Publisher: World Vision Canada Year Published: 1990 Resource Type: Pamphlet
An ingenious mix of entertainment and information, Playing Fair explains world hunger to high-school students with games and an attention-grabbing format and layout. The kit consists of five lessons, each accompanied by a board game.
Abstract: An ingenious mix of entertainment and information, Playing Fair explains world hunger to high-school students with games and an attention-grabbing format and layout. The kit consists of five lessons, each accompanied by a board game. The introductory lesson emphasizes the simple but ignored truth that poverty (and not overpopulation, ignorance, natural disaster or laziness) is the real cause of hunger. Subsequent lessons target more specific topics, illustrating the relation between hunger and land use, the forests, international trade, and the international debt crisis. Outside of the games, information is packed into short, hard-hitting paragraphs: "We like to talk about the `population explosion' in the Two-Thirds World. But what about the consumption explosion in the West? The average North American kid consumes forty times more of the world's resources (not just food, but energy, water, and manufactured goods) than a kid in the developing world." The games that accompany the lessons get students actively involved in the issue. In each game, winning involves overcoming some manifestation of poverty and hunger.

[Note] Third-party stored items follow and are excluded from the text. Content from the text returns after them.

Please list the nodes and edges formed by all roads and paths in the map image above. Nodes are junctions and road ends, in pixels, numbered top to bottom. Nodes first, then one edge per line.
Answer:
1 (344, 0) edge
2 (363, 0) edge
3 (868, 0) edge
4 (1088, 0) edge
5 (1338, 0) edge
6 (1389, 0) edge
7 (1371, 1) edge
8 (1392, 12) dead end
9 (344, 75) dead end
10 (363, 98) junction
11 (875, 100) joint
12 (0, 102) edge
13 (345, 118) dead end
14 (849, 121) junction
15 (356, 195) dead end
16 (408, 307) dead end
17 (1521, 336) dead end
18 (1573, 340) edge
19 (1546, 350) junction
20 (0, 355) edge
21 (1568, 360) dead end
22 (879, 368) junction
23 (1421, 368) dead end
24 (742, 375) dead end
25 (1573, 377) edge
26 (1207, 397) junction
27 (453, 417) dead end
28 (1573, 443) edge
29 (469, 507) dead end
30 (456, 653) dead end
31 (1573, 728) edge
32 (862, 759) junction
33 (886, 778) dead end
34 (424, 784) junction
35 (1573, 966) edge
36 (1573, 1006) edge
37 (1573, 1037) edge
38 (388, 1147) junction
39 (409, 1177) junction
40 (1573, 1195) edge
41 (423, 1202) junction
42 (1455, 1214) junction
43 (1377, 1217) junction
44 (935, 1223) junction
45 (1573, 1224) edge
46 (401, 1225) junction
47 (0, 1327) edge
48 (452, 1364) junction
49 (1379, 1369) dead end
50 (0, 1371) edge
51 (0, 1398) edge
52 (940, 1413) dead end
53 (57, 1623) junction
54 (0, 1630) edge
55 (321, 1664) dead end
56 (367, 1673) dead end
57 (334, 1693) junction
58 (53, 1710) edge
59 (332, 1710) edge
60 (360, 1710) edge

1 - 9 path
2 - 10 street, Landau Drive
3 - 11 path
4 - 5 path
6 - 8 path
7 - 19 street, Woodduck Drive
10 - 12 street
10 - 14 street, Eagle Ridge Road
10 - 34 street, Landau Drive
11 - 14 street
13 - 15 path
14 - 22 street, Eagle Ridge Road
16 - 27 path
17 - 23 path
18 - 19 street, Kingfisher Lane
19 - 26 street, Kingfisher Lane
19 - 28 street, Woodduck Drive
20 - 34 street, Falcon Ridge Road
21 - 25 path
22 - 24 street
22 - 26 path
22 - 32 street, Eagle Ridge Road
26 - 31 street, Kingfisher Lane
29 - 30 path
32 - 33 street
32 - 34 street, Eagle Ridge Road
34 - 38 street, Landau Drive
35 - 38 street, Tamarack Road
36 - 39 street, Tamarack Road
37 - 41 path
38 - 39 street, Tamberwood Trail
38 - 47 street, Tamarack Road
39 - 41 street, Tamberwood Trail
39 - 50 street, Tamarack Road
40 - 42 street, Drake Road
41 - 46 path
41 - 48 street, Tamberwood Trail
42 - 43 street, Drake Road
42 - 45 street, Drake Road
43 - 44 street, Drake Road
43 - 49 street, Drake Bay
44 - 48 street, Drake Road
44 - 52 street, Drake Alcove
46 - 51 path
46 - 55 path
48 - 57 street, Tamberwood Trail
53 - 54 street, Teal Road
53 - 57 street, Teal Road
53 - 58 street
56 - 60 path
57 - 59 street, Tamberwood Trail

Depending on the lesson, players represent either a Latin American country trying to get out of debt, an African trade representative trying to obtain a basic supply of oil, farm machinery and processed food, or poor farmers struggling against an advancing desert, struggling to expand their land, or struggling to escape the hunger cycle. In each case, the games are very hard to win -- in fact, they're unfair -- which is, of course, the kit's most important lesson.